Consider the similarities between nationalism (“bad”) and identity politics (“good”): The former, in somewhat stronger* forms, puts loyalty to a group based on birth at the center, trumping concerns like “who is better suited”, “which country has the better legal claim to this island”, etc. This is occasionally combined with a thinking that “being one of us” automatically makes someone better suited. The latter puts loyalty to a group based on birth at the center, trumping concerns like “who is better suited”, “who deserves the job”, etc. This is very often combined with a thinking that “being one of us” automatically makes someone better suited.

*“Nationalism” is a very wide term and can mean a lot of things to different people. It is by no means a given that a nationalist is keen on e.g. expanding the national borders or keeping foreigners out. Weaker (or more constructive…) forms can focus on, say, just wishing the own country to excel at this-and-that.

Hillary for President! Why? Well, it is high time that we have a woman as President… This is not one iota better than supporting someone because it is high time that “we New Mexicans” have a President from New Mexico.* The choice should be made based on factors like (perceived) competence, political orientation, personal integrity, …—not sex or (quasi-)nationality. This becomes the more absurd, even outright offensive, when those who do not fall in line are considered illoyal or even traitors: Why should a woman who does not support Hillary Clinton’s politics and/or does have an accurate assessment of her flaws even consider voting for her? If anything, those who vote against their own convictions based on superficial criteria are the true traitors—to themselves, if nothing else.

*Even voting based on state in a federation is a type of nationalism (albeit it a less interesting one) and the principle is illustrated well enough. Interestingly, Wikipedia on Presidents by place of birth shows a massive deficit of Presidents west of an imaginary geographic center-line: Guesstimating where the line would be on the map provided, only Nixon and Obama qualify. A more generous guesstimate might include a few others, but the disparity is glaring enough that the application of Leftist logic would mandate intervention… Similarly, why is it not high time to have an Atheist or Jewish President? (Cf. Wikipedia on religious affiliation of U.S. Presidents.) Etc.

Racism and identity politics is another absurdity: Racism is considered the greatest sin there is by large portions of the Left, yet identity politics often amount to exactly that. This in at least two ways, namely (a) the often intense focus on the own group combined with a feeling that this group is superior, (b) favoring the own group with arguments that imply that members of the group can bring something to the table that others cannot. The latter notably in the form of “diversity” arguments, where the presence of just one single woman or minority member will somehow magically* bring more value than a handful of White men.
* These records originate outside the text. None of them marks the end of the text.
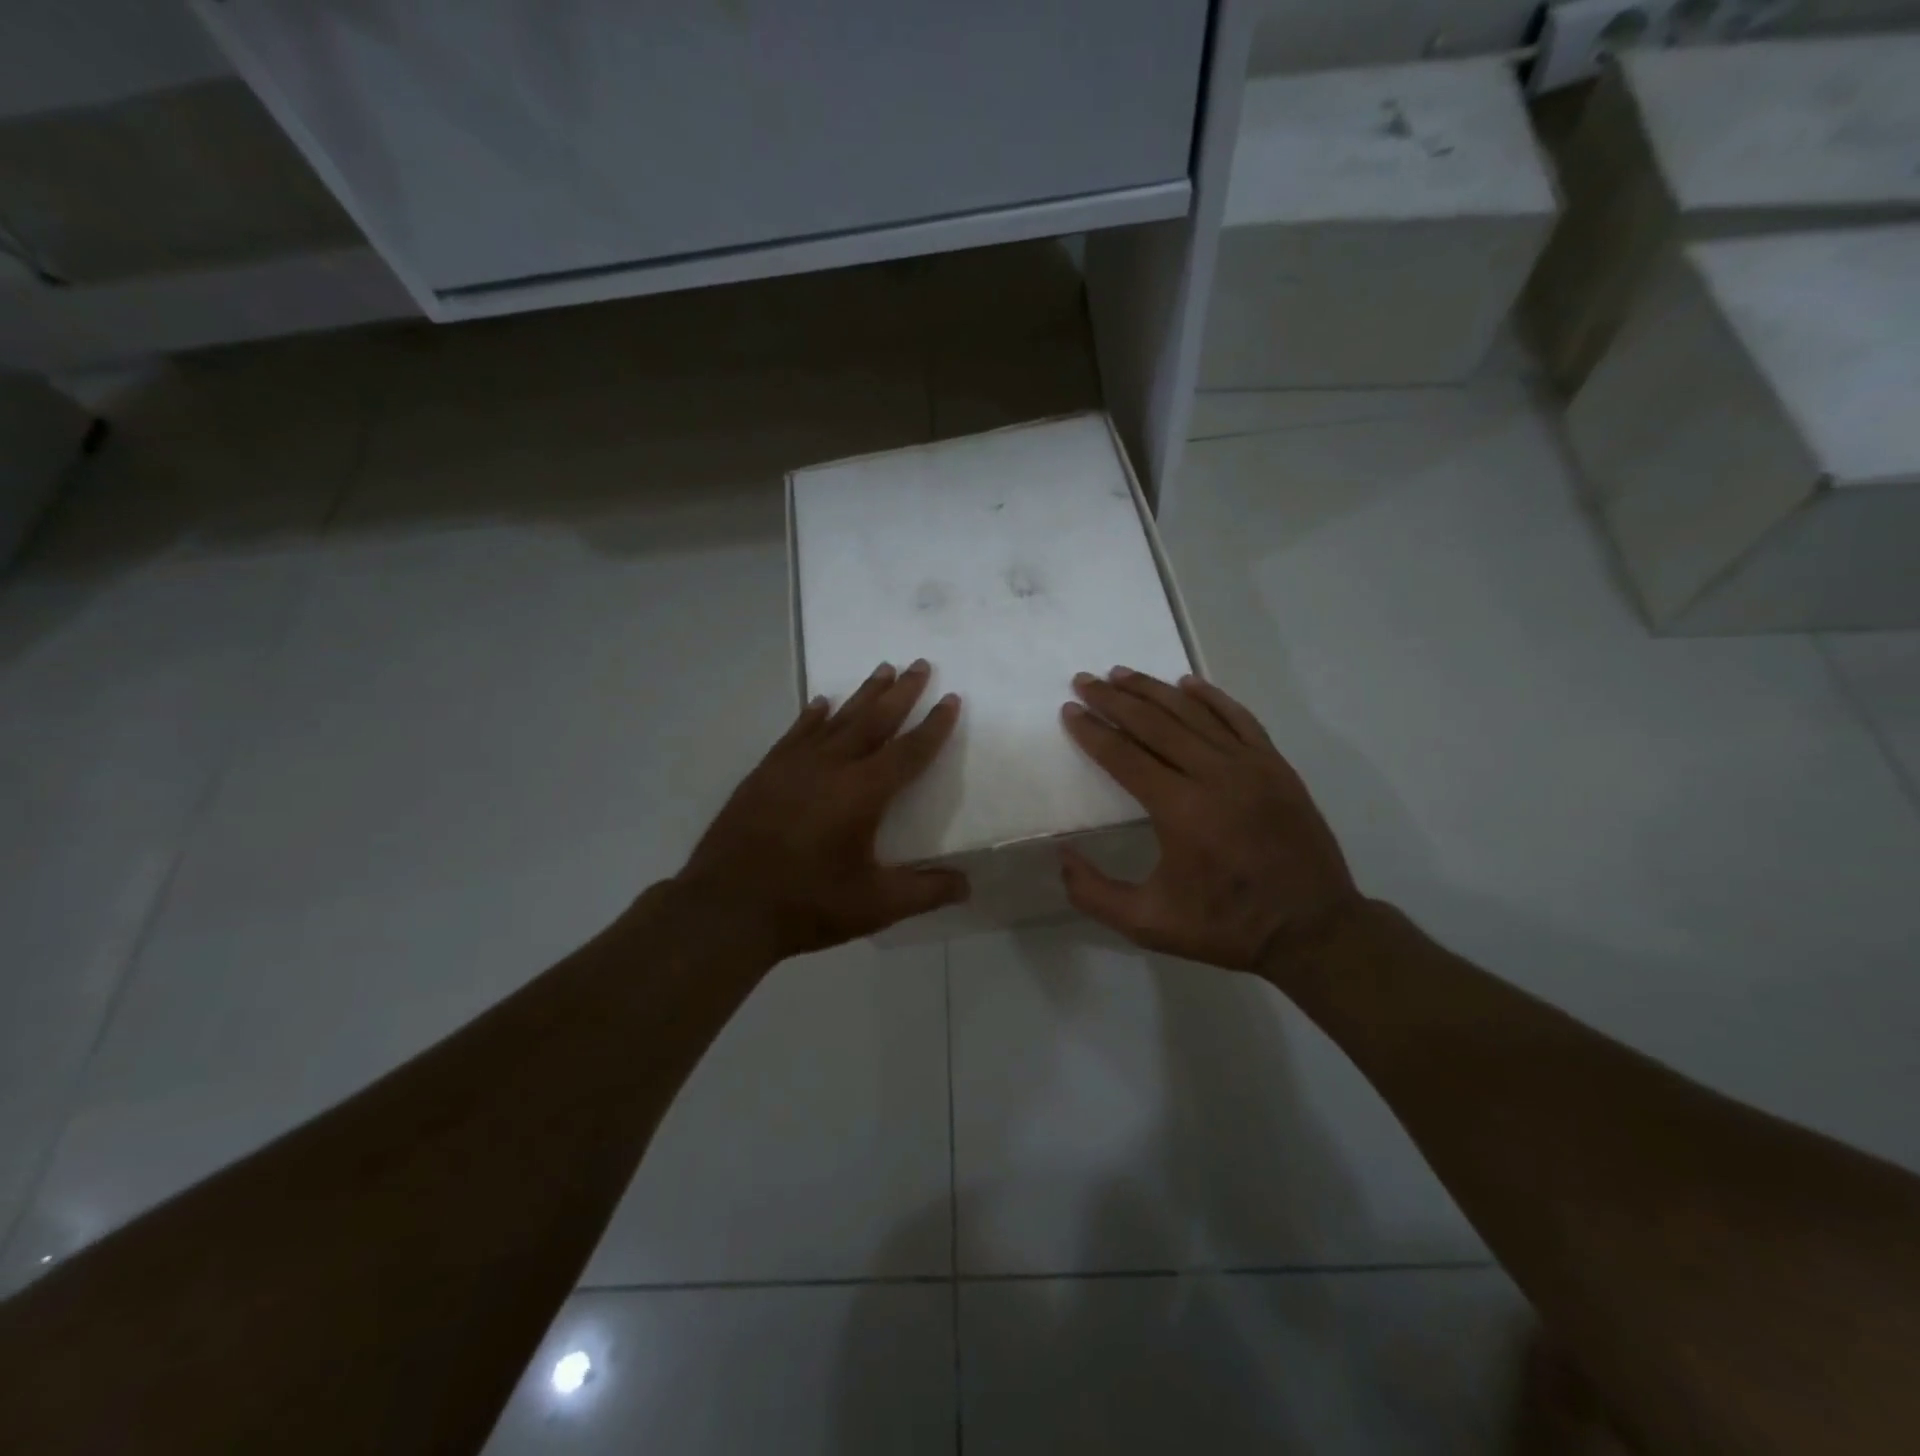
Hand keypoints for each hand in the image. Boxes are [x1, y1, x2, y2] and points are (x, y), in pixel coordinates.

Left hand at [675, 660, 967, 961]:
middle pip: (875, 720)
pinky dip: (813, 715)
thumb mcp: (875, 906)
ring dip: (863, 694)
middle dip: (902, 692)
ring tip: (883, 669)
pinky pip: (797, 732)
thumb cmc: (807, 904)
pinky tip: (821, 702)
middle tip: (920, 664)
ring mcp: (795, 765)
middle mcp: (832, 766)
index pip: (910, 750)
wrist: (726, 907)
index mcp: (863, 793)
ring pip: (838, 718)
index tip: (951, 698)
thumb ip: (924, 892)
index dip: (934, 726)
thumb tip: (968, 885)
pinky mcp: (766, 772)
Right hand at [1059, 668, 1361, 972]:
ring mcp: (1250, 765)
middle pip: (1154, 724)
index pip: (1125, 756)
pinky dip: (1210, 697)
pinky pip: (1238, 718)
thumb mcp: (1148, 925)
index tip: (1069, 710)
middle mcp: (1214, 775)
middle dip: (1114, 700)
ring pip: (1193, 713)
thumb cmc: (1226, 926)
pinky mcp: (1276, 766)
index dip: (1092, 732)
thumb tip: (1062, 855)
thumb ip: (1094, 893)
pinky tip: (1187, 683)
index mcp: (1180, 810)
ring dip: (1153, 690)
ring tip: (1121, 674)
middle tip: (1084, 681)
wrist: (1314, 928)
If we apply misdefinitions of racism popular with the PC crowd, e.g. that racial discrimination is automatically racism, then the list grows, starting with various forms of “affirmative action” and “racial preferences”. Of course, very similar arguments can be made around e.g. sexism and identity politics.
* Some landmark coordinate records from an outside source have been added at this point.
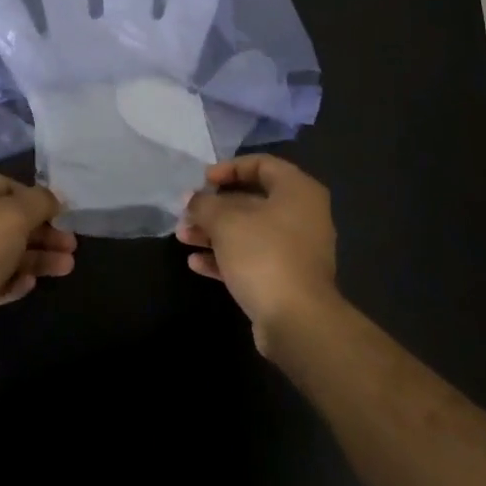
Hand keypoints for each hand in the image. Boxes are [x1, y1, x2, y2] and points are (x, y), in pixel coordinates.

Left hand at [0, 169, 74, 351]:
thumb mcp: (18, 213)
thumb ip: (41, 201)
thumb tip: (53, 199)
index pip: (6, 186)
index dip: (37, 200)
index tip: (62, 215)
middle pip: (7, 221)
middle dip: (42, 234)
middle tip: (71, 246)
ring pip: (2, 250)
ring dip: (35, 258)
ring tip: (66, 268)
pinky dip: (11, 278)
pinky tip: (29, 285)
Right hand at [177, 155, 338, 355]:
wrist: (297, 321)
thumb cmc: (263, 254)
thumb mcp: (225, 221)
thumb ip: (204, 204)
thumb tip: (192, 199)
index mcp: (297, 191)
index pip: (261, 164)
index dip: (228, 168)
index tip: (202, 181)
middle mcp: (302, 216)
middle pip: (252, 201)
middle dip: (214, 207)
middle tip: (186, 213)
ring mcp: (296, 250)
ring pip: (249, 232)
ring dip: (214, 233)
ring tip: (183, 238)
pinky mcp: (286, 279)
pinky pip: (253, 259)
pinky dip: (226, 258)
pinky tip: (196, 263)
*Normally, no attempt whatsoever is undertaken to explain why diversity would be good in a given case or why this specific person would bring such additional value. Instead there is a quasi-magical assumption that more diversity brings advantages. To boot, this is usually limited to e.g. racial or sexual diversity, with e.g. diversity of opinion, educational background, whatnot, among White men counting for nothing. (But see an excursion.) If the attempt is at all undertaken, it is limited to claims about perspective, life experience, background, that can be shared by others, that are not automatically present among the “diverse”, and which are usually less important than other factors (see the aforementioned excursion).
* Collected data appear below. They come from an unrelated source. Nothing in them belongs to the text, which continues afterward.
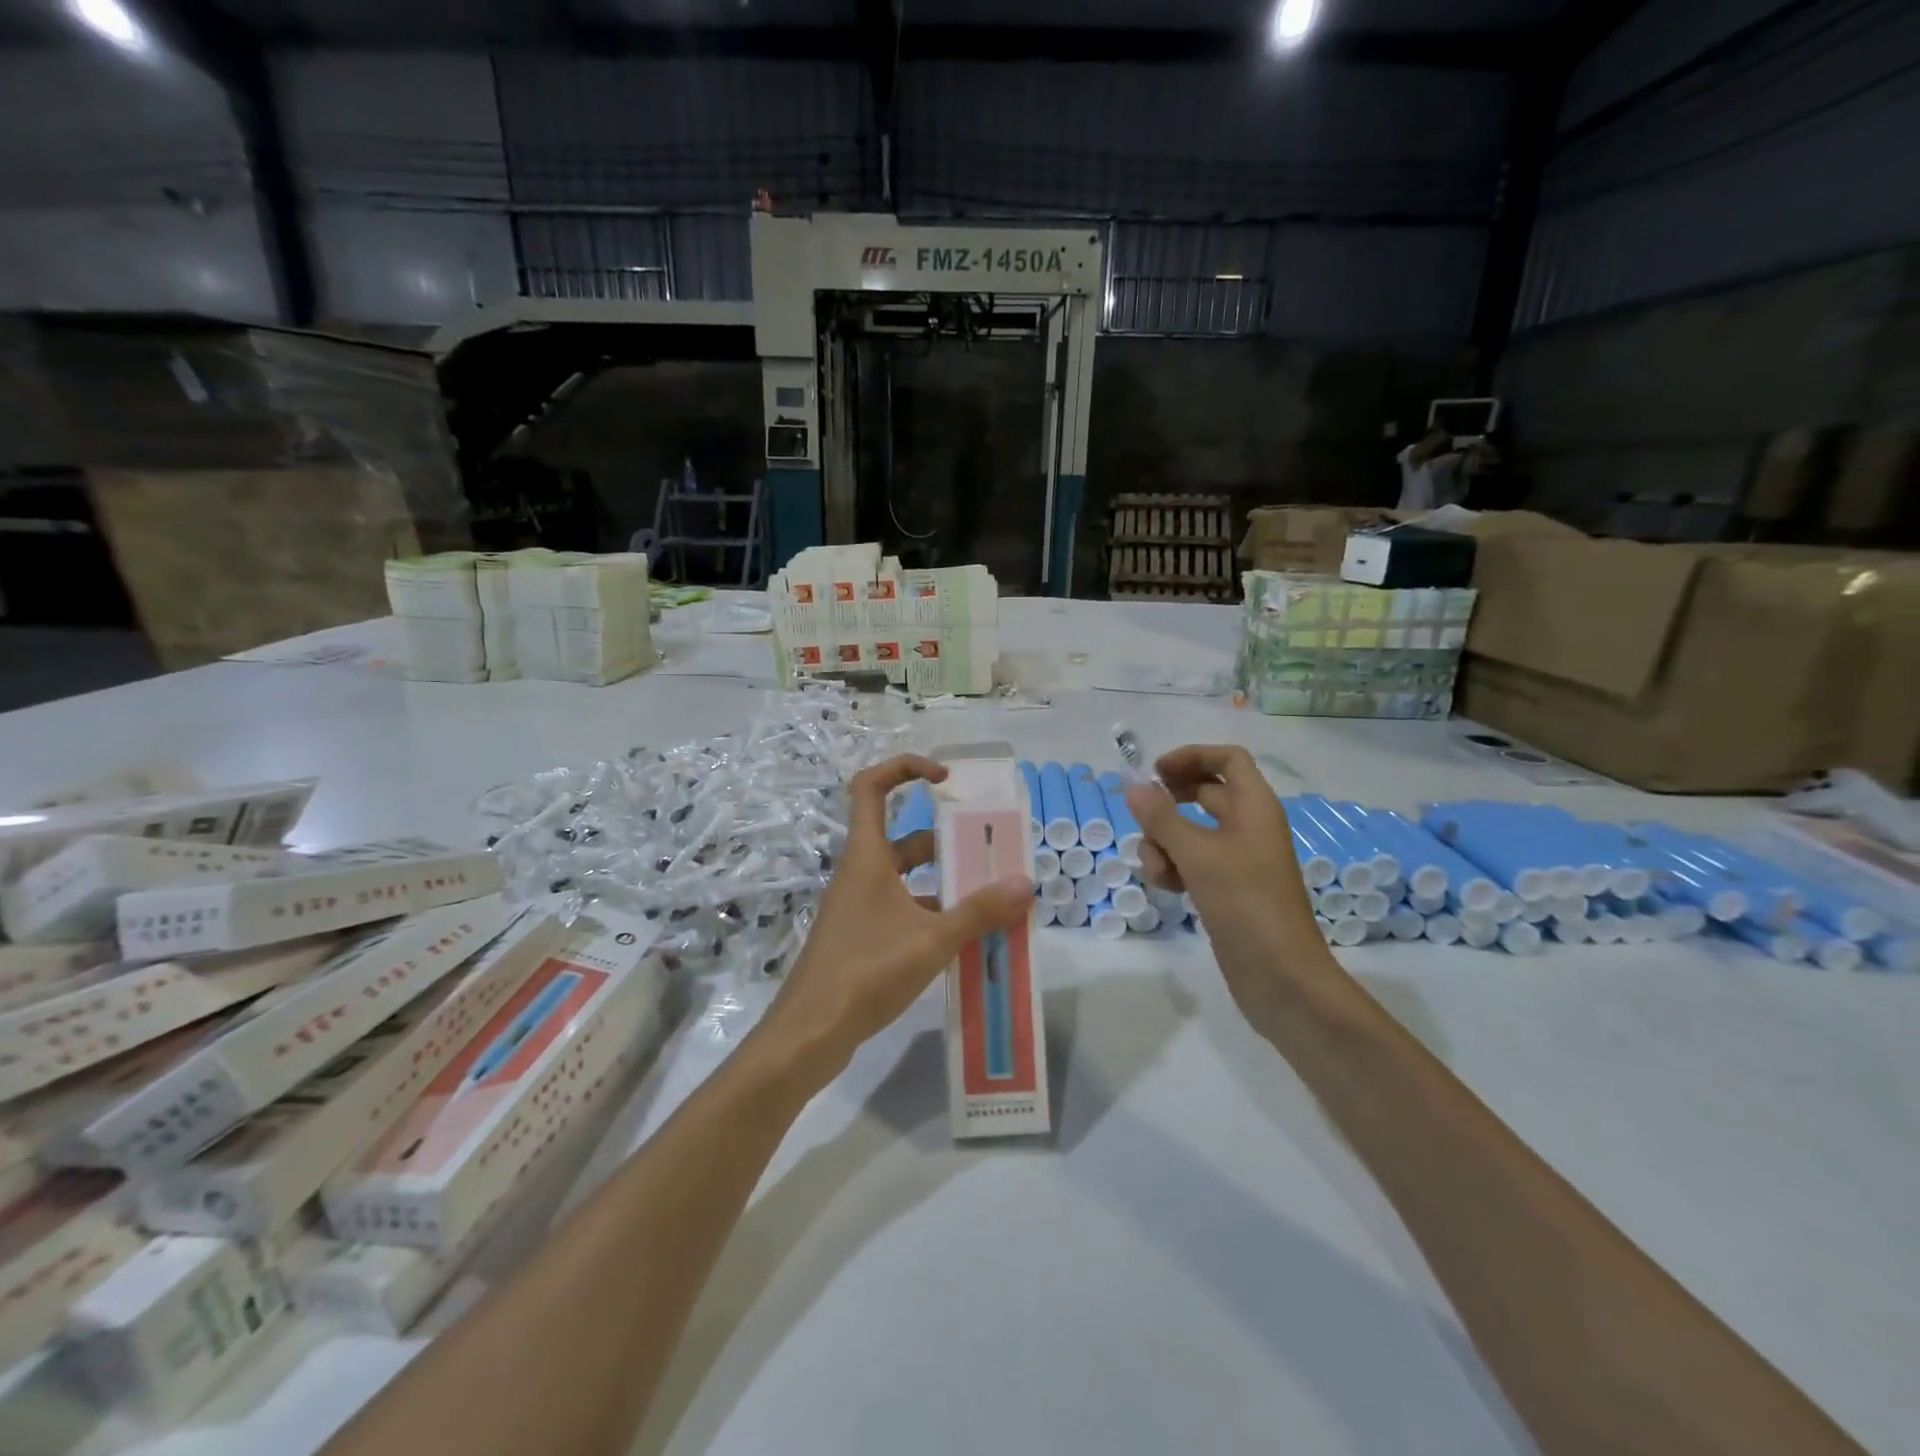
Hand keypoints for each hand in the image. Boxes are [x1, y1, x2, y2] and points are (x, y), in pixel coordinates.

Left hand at [762, 755, 1030, 1069]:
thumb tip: (1025, 883)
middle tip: (989, 852)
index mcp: (867, 857)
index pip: (872, 787)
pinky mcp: (861, 936)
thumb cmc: (865, 973)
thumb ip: (978, 912)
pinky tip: (963, 938)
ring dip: (944, 882)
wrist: (809, 1035)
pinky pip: (903, 910)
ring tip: (989, 897)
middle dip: (946, 841)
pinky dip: (932, 914)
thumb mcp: (930, 941)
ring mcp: (858, 907)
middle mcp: (860, 874)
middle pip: (903, 838)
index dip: (905, 768)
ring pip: (906, 878)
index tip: (945, 778)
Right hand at [1123, 746, 1335, 1015]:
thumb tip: (1133, 787)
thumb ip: (1161, 818)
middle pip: (1205, 792)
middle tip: (1142, 814)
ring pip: (1191, 831)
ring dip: (1165, 843)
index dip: (1191, 757)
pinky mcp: (1227, 888)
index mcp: (1254, 807)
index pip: (1227, 759)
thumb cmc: (1245, 903)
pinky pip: (1193, 862)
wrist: (1281, 976)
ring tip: (1158, 868)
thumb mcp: (1197, 855)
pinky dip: (1175, 868)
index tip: (1155, 773)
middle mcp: (1248, 826)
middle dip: (1170, 803)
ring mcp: (1239, 859)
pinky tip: (1167, 889)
Or how about diversity, integration, and tolerance vs. monopolization and segregation of culture? If diversity (etc.) is good, why is it wrong when someone tries to expand his understanding of others? Writes a book featuring someone not of his own heritage? What about the whole “cultural appropriation” nonsense?* This effectively disqualifies people based on (e.g.) race, keeps groups apart, and furthers “us vs. them” thinking. Instead of the proverbial U.S. melting pot, this creates a “metallo-racist” set of groupings: Iron—left corner. Copper—right corner. Get away from the copper, tin! We want no bronze here! From another point of view, identity politics holds the minorities back in their own development for very similar reasons. For instance, much of what is condemned** as “acting White” appears to be nothing more than being professional, being ambitious, trying to get a good education and job, having an interest in learning, and similar—and those who “act White” simply have more mature interests than those who do not. Replace “acting White” with something more behavior than race oriented, e.g. “acting professional”, and the whole issue looks different. (This is doubly beneficial, because far from all White people are “acting White” in these senses to begin with…***)

*I have a separate post in planning where I will address this and some similar issues in more detail.

**If not necessarily by e.g the Democrat party. It remains a portion of the identity politics, group thinking, whatnot problem, however.

***Indeed, a very similar type of anti-intellectualism or contempt for those more ambitious was readily observable during my own school years (in Sweden, where almost everyone was White to begin with), but with very different terminology. The use of e.g. “nerd” in U.S. fiction points to a very similar problem. Looking at scholastic achievement, the size of the one group relative the other might be considerably different from the Black community, however.

Or what about prejudice? There is likely no greater source of this than “us vs. them” thinking, and identity politics is exactly that…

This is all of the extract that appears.